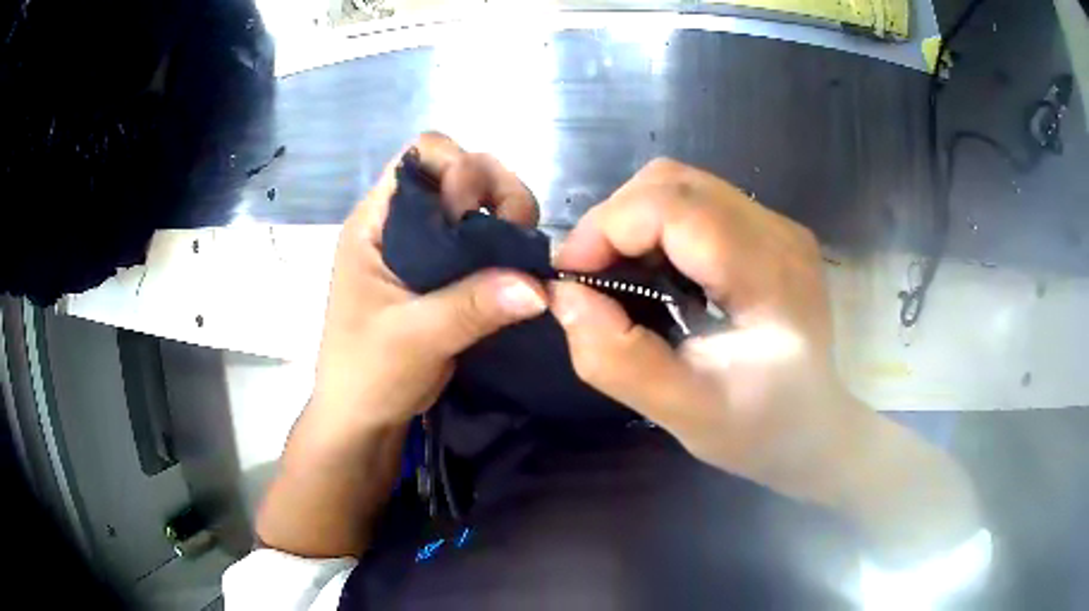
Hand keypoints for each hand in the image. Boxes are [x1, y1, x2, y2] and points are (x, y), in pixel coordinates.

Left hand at [311, 133, 546, 434]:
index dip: (458, 170)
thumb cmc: (367, 373)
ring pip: (476, 202)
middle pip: (459, 169)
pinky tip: (515, 270)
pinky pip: (481, 239)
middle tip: (515, 235)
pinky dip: (504, 245)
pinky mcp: (441, 272)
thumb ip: (471, 307)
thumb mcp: (414, 338)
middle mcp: (399, 222)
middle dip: (496, 190)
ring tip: (519, 254)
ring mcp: (421, 246)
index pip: (422, 154)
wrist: (362, 417)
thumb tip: (539, 284)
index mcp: (375, 221)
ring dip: (506, 217)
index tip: (475, 215)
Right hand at [551, 158, 868, 505]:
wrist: (817, 427)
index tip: (573, 278)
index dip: (607, 228)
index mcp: (769, 275)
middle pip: (672, 182)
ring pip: (680, 184)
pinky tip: (656, 273)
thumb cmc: (762, 430)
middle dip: (613, 222)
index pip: (674, 206)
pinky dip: (656, 227)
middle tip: (592, 279)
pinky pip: (696, 203)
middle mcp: (777, 232)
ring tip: (620, 276)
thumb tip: (564, 296)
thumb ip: (618, 359)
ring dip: (632, 222)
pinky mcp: (768, 231)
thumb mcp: (686, 414)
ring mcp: (776, 225)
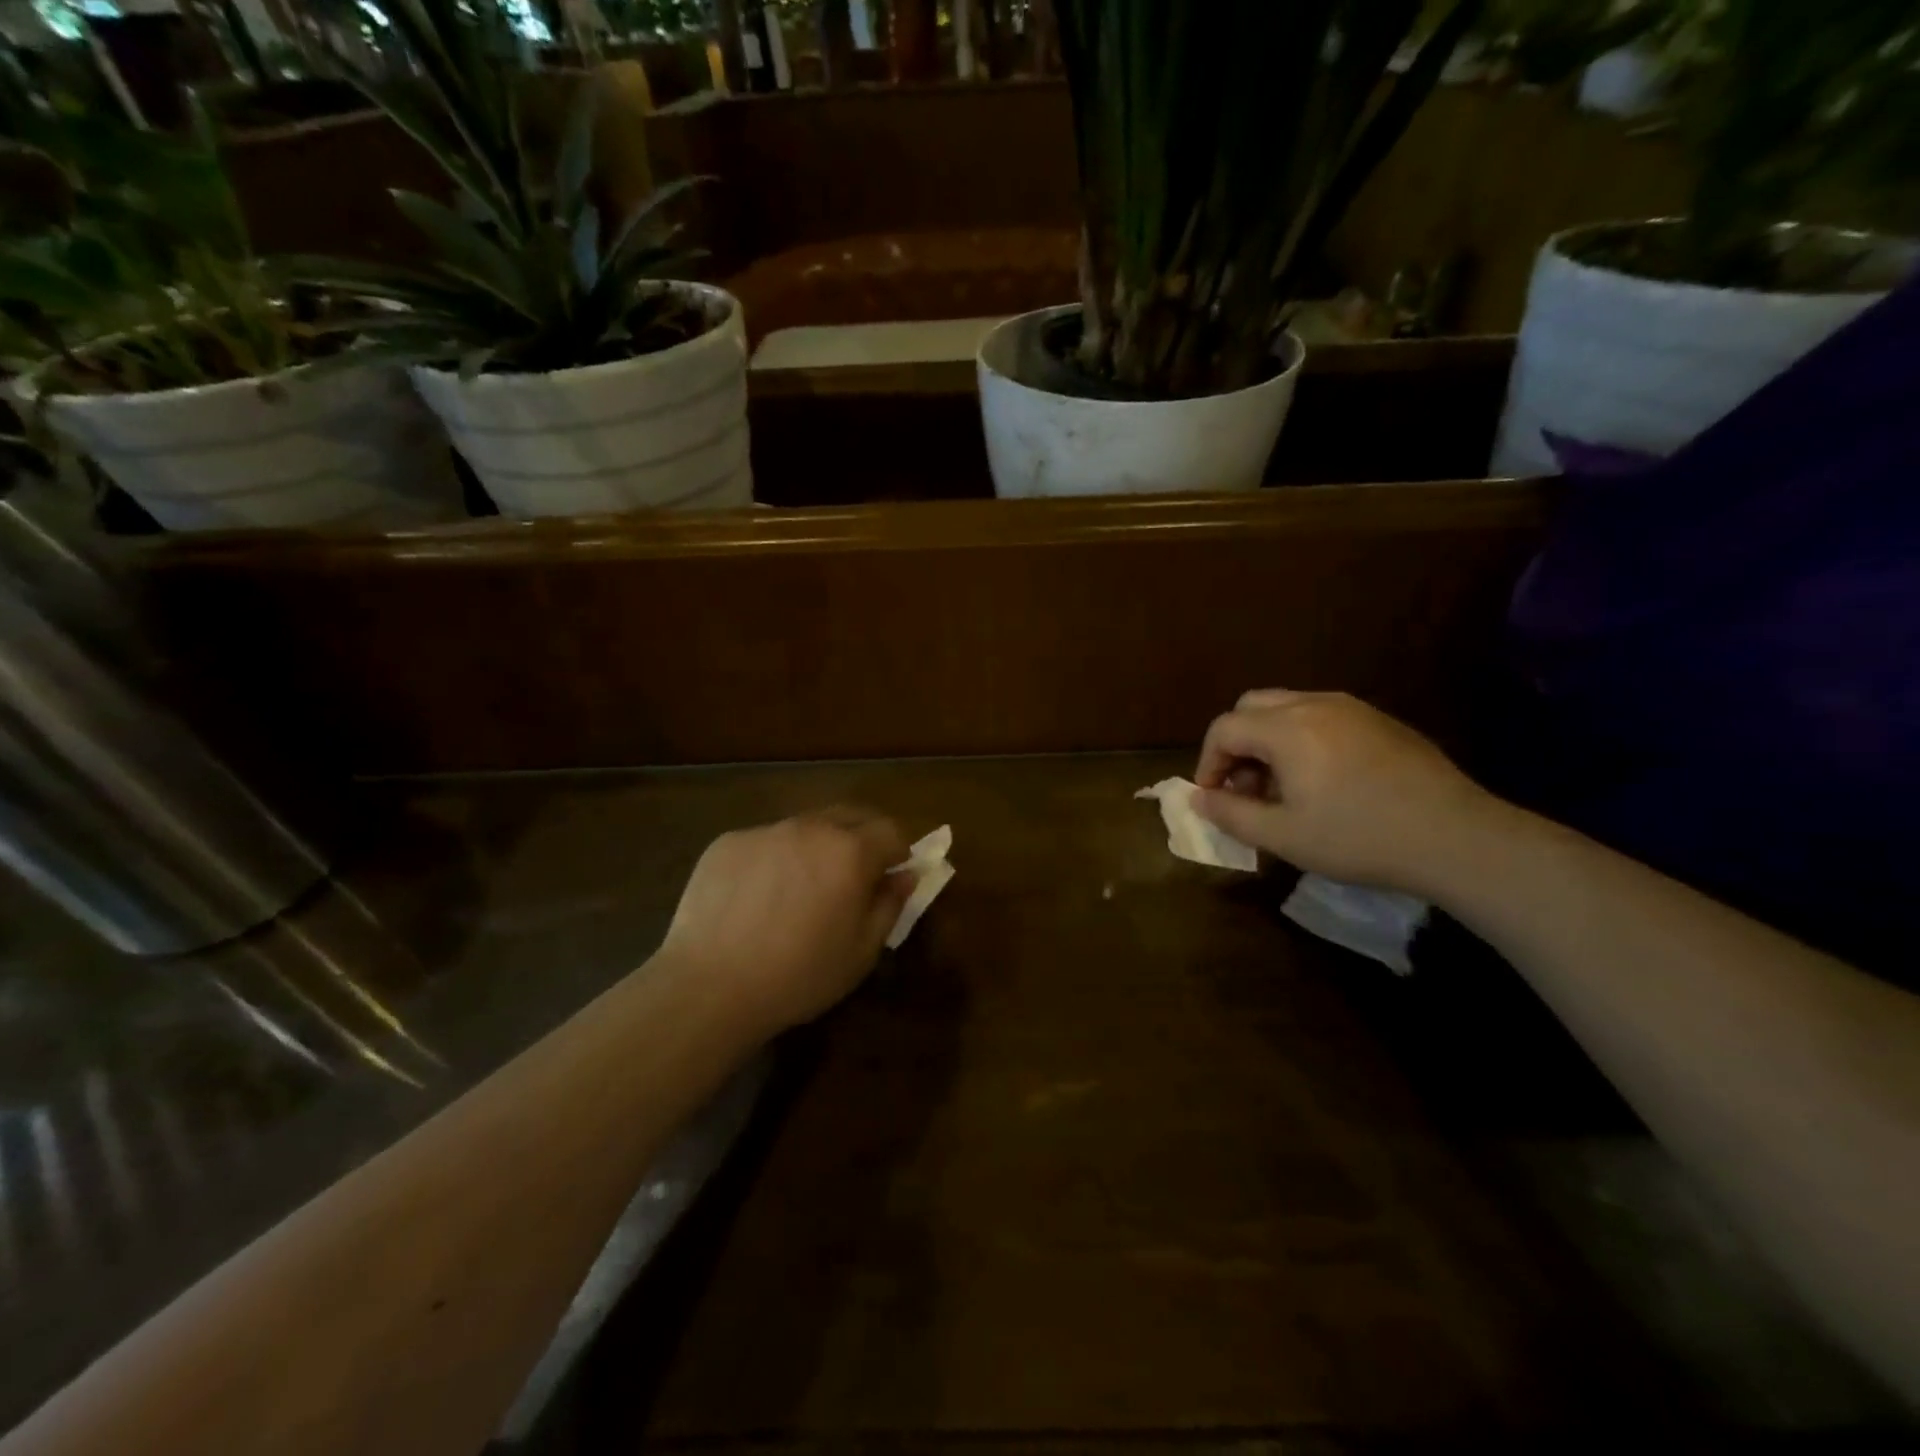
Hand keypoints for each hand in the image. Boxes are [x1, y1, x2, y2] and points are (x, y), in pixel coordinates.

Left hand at [661, 807, 914, 1034]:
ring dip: (816, 846)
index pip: (890, 830)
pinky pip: (765, 841)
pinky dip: (774, 859)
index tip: (890, 876)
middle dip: (861, 838)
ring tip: (800, 888)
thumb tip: (906, 875)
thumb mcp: (861, 952)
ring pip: (805, 826)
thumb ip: (890, 905)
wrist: (709, 986)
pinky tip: (757, 898)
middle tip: (853, 876)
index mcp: (850, 852)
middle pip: (849, 816)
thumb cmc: (798, 976)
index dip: (897, 852)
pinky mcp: (728, 842)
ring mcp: (765, 831)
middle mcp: (810, 828)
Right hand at [1192, 690, 1500, 895]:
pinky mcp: (1379, 720)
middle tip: (1244, 786)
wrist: (1456, 837)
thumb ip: (1231, 814)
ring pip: (1287, 707)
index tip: (1214, 797)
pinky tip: (1322, 779)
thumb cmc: (1360, 838)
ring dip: (1267, 740)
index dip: (1207, 762)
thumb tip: (1198, 798)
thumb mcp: (1284, 836)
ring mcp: (1352, 708)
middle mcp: (1315, 705)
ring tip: (1281, 786)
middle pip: (1251, 706)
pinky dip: (1301, 737)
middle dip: (1235, 743)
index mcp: (1287, 729)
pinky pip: (1321, 715)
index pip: (1223, 728)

● ● ● ● ● ● ●

▶ [ASSIGNMENT]
Pictures are not part of the copy. Return every record exactly.

▶ [RESPONSE]
Hand keypoints for each hand in the image. Boxes are [x1, y1, x2, y2] and points are (x, y), in pixel coordinates.

Left hand at [311, 133, 546, 434]:
index dip: (458, 170)
thumb cmc: (367, 373)
ring pip: (476, 202)
middle pip: (459, 169)
pinky tip: (515, 270)
pinky pip: (481, 239)
middle tip: (515, 235)
pinky dip: (504, 245)
pinky mcp: (441, 272)
thumb ip: (471, 307)
thumb mcp: (414, 338)
middle mcp: (399, 222)
middle dip: (496, 190)
ring tip: (519, 254)
ring mcp: (421, 246)
index pip: (422, 154)
wrist: (362, 417)
thumb tip: (539, 284)
index mcp: (375, 221)
ring dip: (506, 217)
index tip: (475, 215)
Right hand at [551, 158, 868, 505]:
wrist: (817, 427)
index tip: (573, 278)
index dip: (607, 228)
index mcp: (769, 275)
middle pip: (672, 182)
ring pip: (680, 184)
pinky tip: (656, 273)
thumb cmc: (762, 430)
middle dip: (613, 222)
index pip: (674, 206)
pinky dip: (656, 227)
middle tip: (592, 279)
pinky pip: (696, 203)
middle mcp: (777, 232)
ring tip: (620, 276)
thumb tip: (564, 296)
thumb ip: (618, 359)
ring dip: (632, 222)
pinky mcp: (768, 231)
thumb mcp: (686, 414)
ring mcp: (776, 225)
Hand keypoints for each hand in the image. Boxes are [x1, y1, x2, y2] and points are (x, y), in pixel coordinates.

Left hand at [661, 807, 914, 1034]:
ring dip: (816, 846)
index pip: (890, 830)
pinky pip: (765, 841)
pinky dip: (774, 859)
index tip: (890, 876)
middle dip: (861, 838)
ring tip: (800, 888)
thumb tip: (906, 875)
thumb mcp: (861, 952)
ring pip: (805, 826)
thumb ip: (890, 905)
wrist: (709, 986)
pinky tip: (757, 898)
middle tip: (853, 876)
index mcp: (850, 852)
middle pip: (849, 816)
thumb cmc: (798, 976)
index dip: (897, 852)
pinky mcp: (728, 842)
ring mcp: (765, 831)
middle mcp: (810, 828)
Right hand at [1192, 690, 1500, 895]:
pinky mcp: (1379, 720)
middle tip: (1244, 786)
wrist: (1456, 837)
thumb ip: (1231, 814)
ring pip: (1287, 707)
index tip: (1214, 797)
pinky tip: (1322, 779)
thumb cmc: (1360, 838)
ring dip: (1267, 740)
index dip: (1207, 762)
thumb tip: (1198, 798)
thumb mcp: (1284, 836)
ring mcp: (1352, 708)
middle mcp: (1315, 705)
ring tip: (1281, 786)
middle pip: (1251, 706)
pinky dip: (1301, 737)
middle dip: (1235, 743)
index mcp: (1287, 729)
pinky pip: (1321, 715)
index pip: (1223, 728)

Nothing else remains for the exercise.